- Opening Delimiter -

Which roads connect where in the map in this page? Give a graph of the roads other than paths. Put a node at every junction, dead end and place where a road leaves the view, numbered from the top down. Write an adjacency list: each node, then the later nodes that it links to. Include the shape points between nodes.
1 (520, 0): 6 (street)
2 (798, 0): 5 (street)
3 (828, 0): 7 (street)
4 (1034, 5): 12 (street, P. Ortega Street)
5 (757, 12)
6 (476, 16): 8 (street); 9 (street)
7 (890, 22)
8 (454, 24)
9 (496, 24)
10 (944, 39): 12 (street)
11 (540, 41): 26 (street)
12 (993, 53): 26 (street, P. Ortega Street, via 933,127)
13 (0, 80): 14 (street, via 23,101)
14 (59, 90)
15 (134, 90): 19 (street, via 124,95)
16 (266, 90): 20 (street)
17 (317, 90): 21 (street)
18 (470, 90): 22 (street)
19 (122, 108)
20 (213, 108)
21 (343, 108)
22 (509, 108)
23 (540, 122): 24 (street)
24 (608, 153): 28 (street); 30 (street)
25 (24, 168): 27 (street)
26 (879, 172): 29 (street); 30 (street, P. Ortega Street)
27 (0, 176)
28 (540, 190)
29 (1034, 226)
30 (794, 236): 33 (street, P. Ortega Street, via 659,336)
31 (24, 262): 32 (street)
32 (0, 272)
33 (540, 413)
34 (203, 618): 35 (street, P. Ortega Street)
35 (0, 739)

- Closing Delimiter -

◆ **What you should do**: Your task is to retype the records precisely as they stand.

◆ **Exercise output**:
Which roads connect where in the map in this page? Give a graph of the roads other than paths. Put a node at every junction, dead end and place where a road leaves the view, numbered from the top down. Write an adjacency list: each node, then the later nodes that it links to. Include the shape points between nodes.
1 (520, 0): 6 (street)
2 (798, 0): 5 (street)
3 (828, 0): 7 (street)
4 (1034, 5): 12 (street, P. Ortega Street)
5 (757, 12)
6 (476, 16): 8 (street); 9 (street)
7 (890, 22)
8 (454, 24)
9 (496, 24)
10 (944, 39): 12 (street)
11 (540, 41): 26 (street)
12 (993, 53): 26 (street, P. Ortega Street, via 933,127)
13 (0, 80): 14 (street, via 23,101)
14 (59, 90)
15 (134, 90): 19 (street, via 124,95)
16 (266, 90): 20 (street)
17 (317, 90): 21 (street)
18 (470, 90): 22 (street)
19 (122, 108)
20 (213, 108)
21 (343, 108)
22 (509, 108)
23 (540, 122): 24 (street)
24 (608, 153): 28 (street); 30 (street)
25 (24, 168): 27 (street)
26 (879, 172): 29 (street); 30 (street, P. Ortega Street)
27 (0, 176)
28 (540, 190)
29 (1034, 226)
30 (794, 236): 33 (street, P. Ortega Street, via 659,336)
31 (24, 262): 32 (street)
32 (0, 272)
33 (540, 413)
34 (203, 618): 35 (street, P. Ortega Street)
35 (0, 739)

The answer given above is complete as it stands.